One participating organization, College Students for Bernie, with over 150 chapters across the country, has endorsed the action, and they claim Vermont Senator Bernie Sanders — whose presidential platform includes tuition-free public colleges and universities — has reportedly endorsed the Million Student March as well. While Democratic front-runner Hillary Clinton proposed “debt-free” college in the wake of Sanders’ free college proposal, march organizer Elan Axelbank doesn’t buy it.

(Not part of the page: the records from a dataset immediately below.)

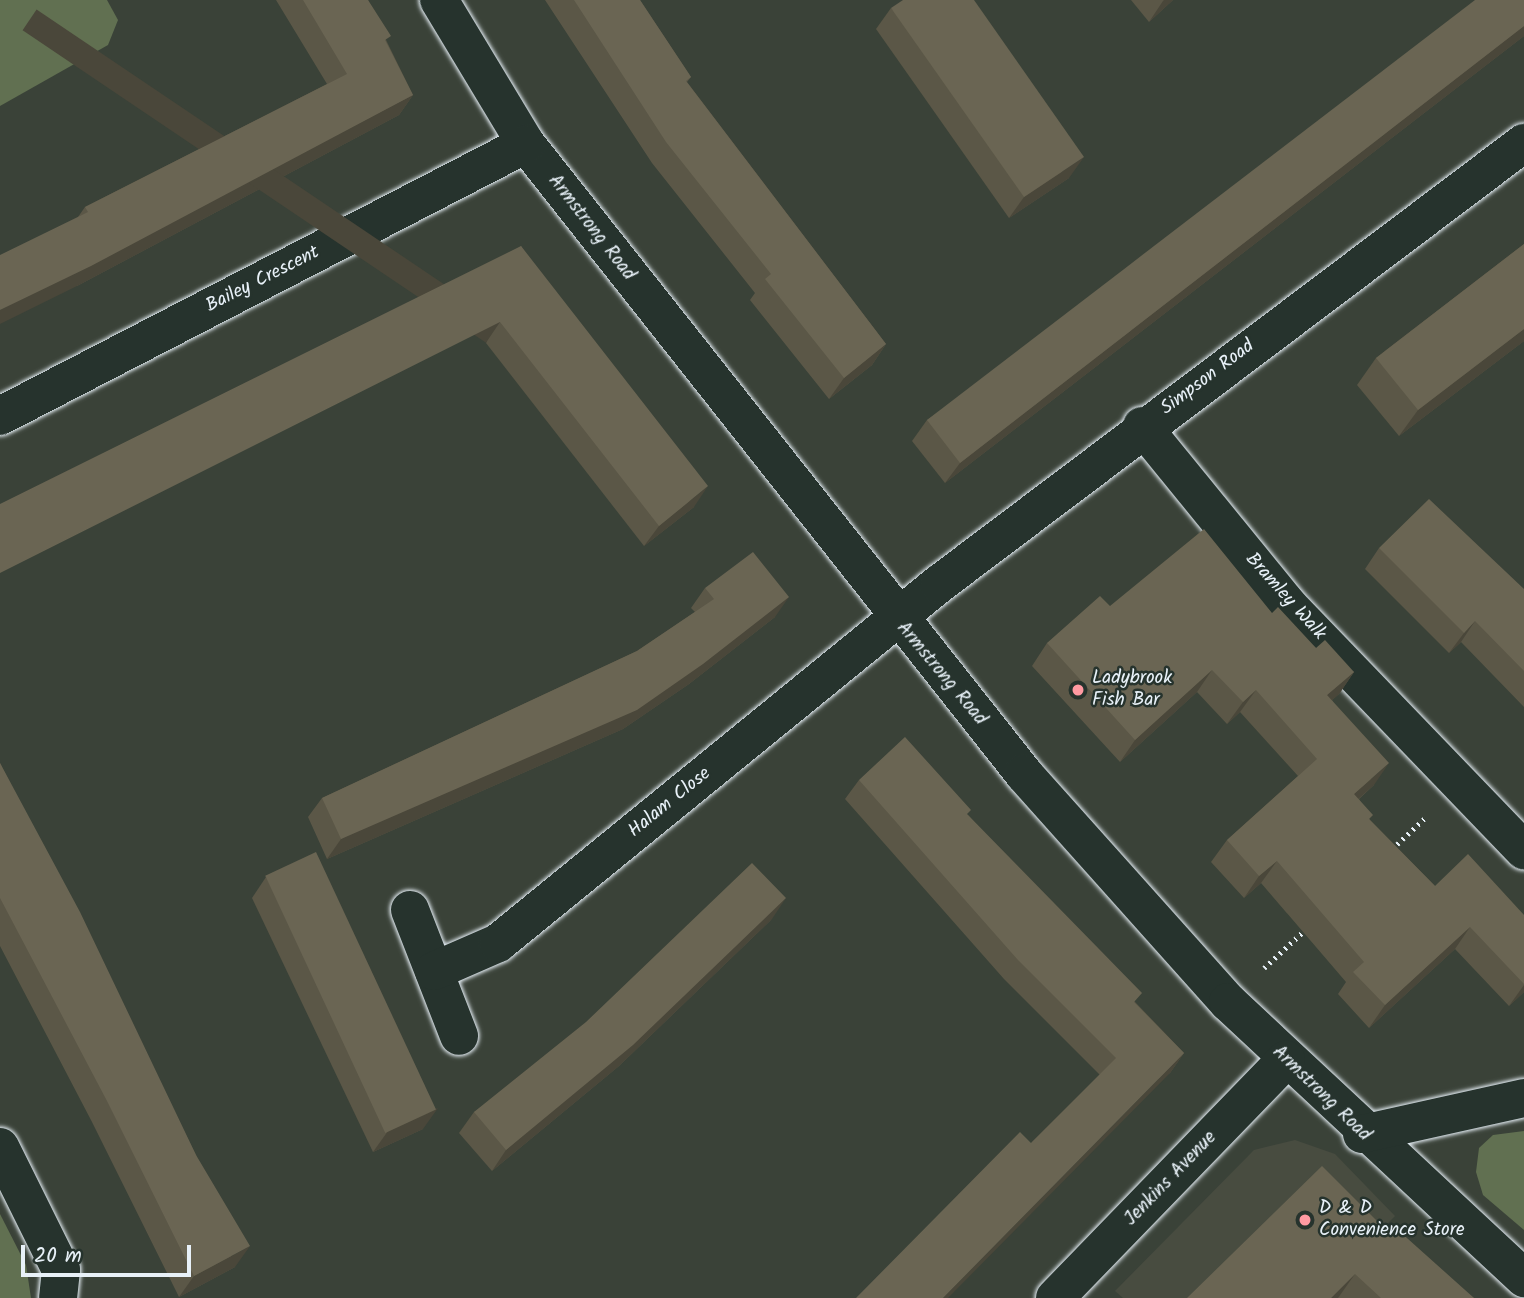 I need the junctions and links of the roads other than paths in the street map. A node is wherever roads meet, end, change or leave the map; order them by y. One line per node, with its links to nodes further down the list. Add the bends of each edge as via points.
1 (439, 0): 3 (street, Armstrong Road)
2 (1524, 143): 5 (street, Simpson Road)
3 (526, 144): 4 (street, Bailey Crescent); 6 (street, Armstrong Road)
4 (0, 416)
5 (1142, 426): 6 (street, Simpson Road); 7 (street, Bramley Walk, via 1287,604)
6 (895, 619): 9 (street, Halam Close, via 498,943); 11 (street, Armstrong Road, via 1228,1002)
7 (1524, 849)
8 (410, 910): 9 (street)
9 (434, 971): 10 (street)
10 (459, 1036)
11 (1286, 1060): 13 (street, Armstrong Road); 17 (street, Jenkins Avenue)
12 (1524, 1098): 13 (street)
13 (1362, 1134): 15 (street, Armstrong Road)
14 (0, 1147): 16 (street, via 61,1270)
15 (1524, 1278)
16 (58, 1298)
17 (1055, 1298)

“This still means families will have to empty their pockets just so their kids can get an education,” Axelbank said. “Wells Fargo is the second-largest private student loan lender in the country, and is also one of the biggest contributors to Hillary Clinton’s Super PAC. How can corporate politicians like her take on the corporations abusing us when they’re the very ones funding her election?
Mullen said students are planning to unite with groups that have already organized successful actions, forging strategic partnerships and making a commitment to join future calls for actions announced by those groups.

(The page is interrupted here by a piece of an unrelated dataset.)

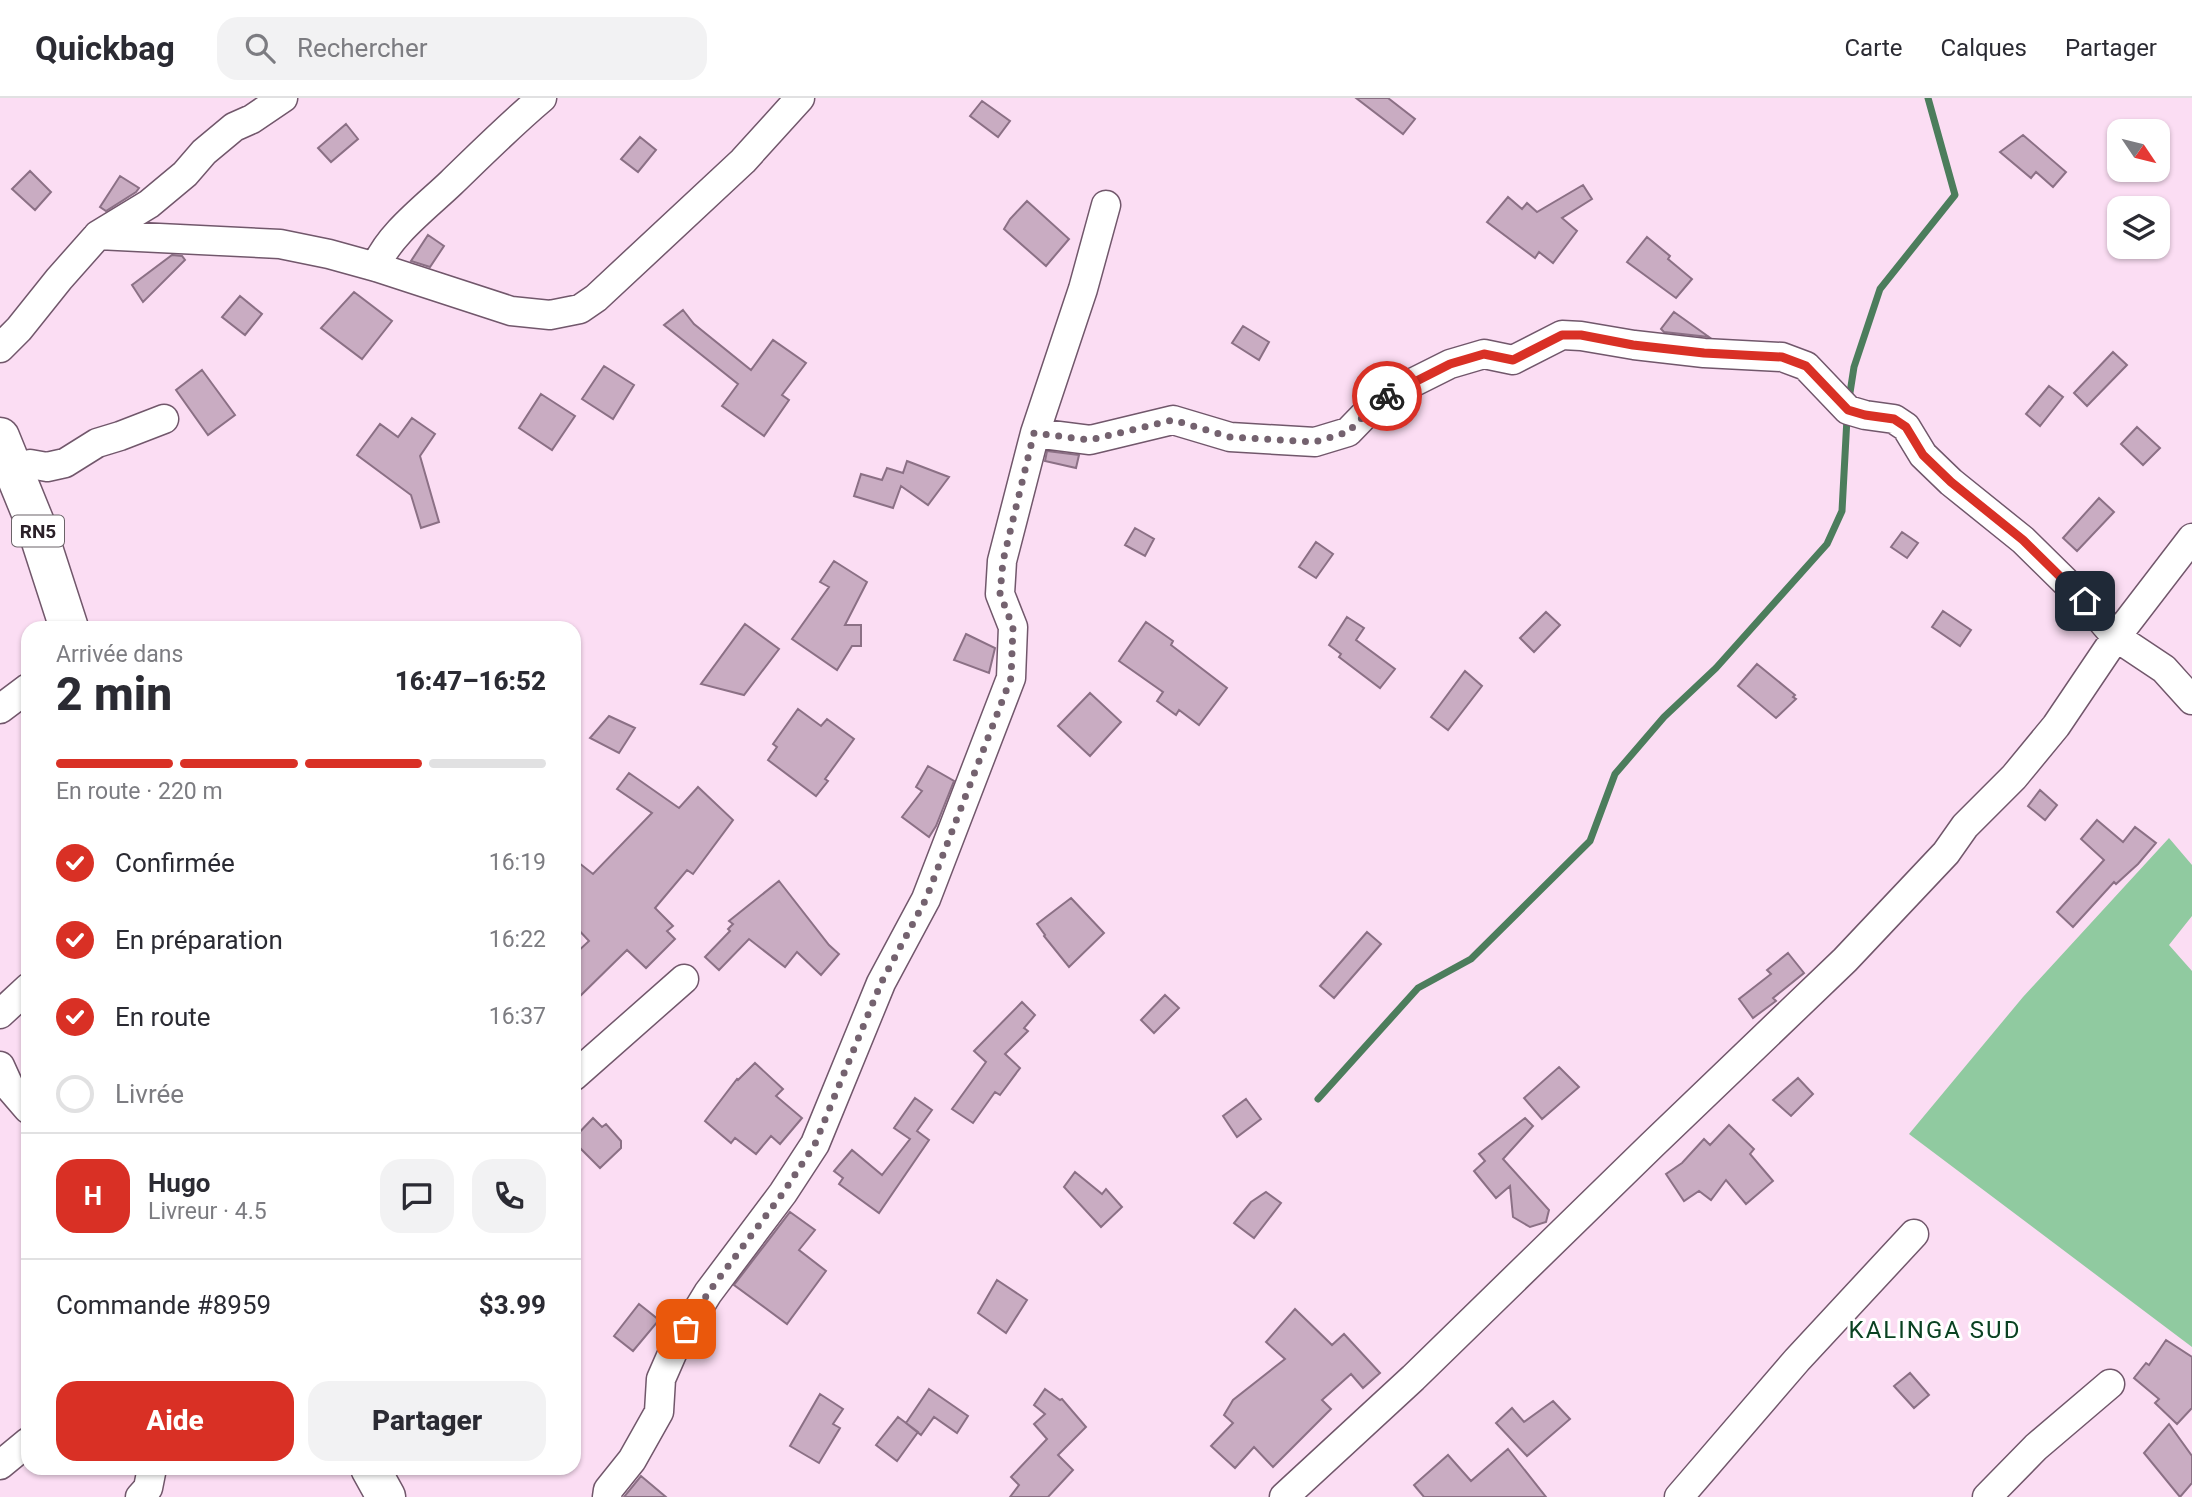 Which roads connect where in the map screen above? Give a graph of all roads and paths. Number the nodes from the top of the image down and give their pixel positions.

“The student movement will have to link arms with labor unions, the national Fight for $15, the Black Lives Matter movement, and all other progressive social movements,” Mullen told US Uncut. “It won’t be quick or easy, but the power of the people united around clear and just demands is capable of achieving anything.”
Mullen and Axelbank are encouraging supporters to visit the Million Student March’s official website, StudentMarch.org, to learn about or plan a march in their area, RSVP to the Facebook event, and invite all of their friends.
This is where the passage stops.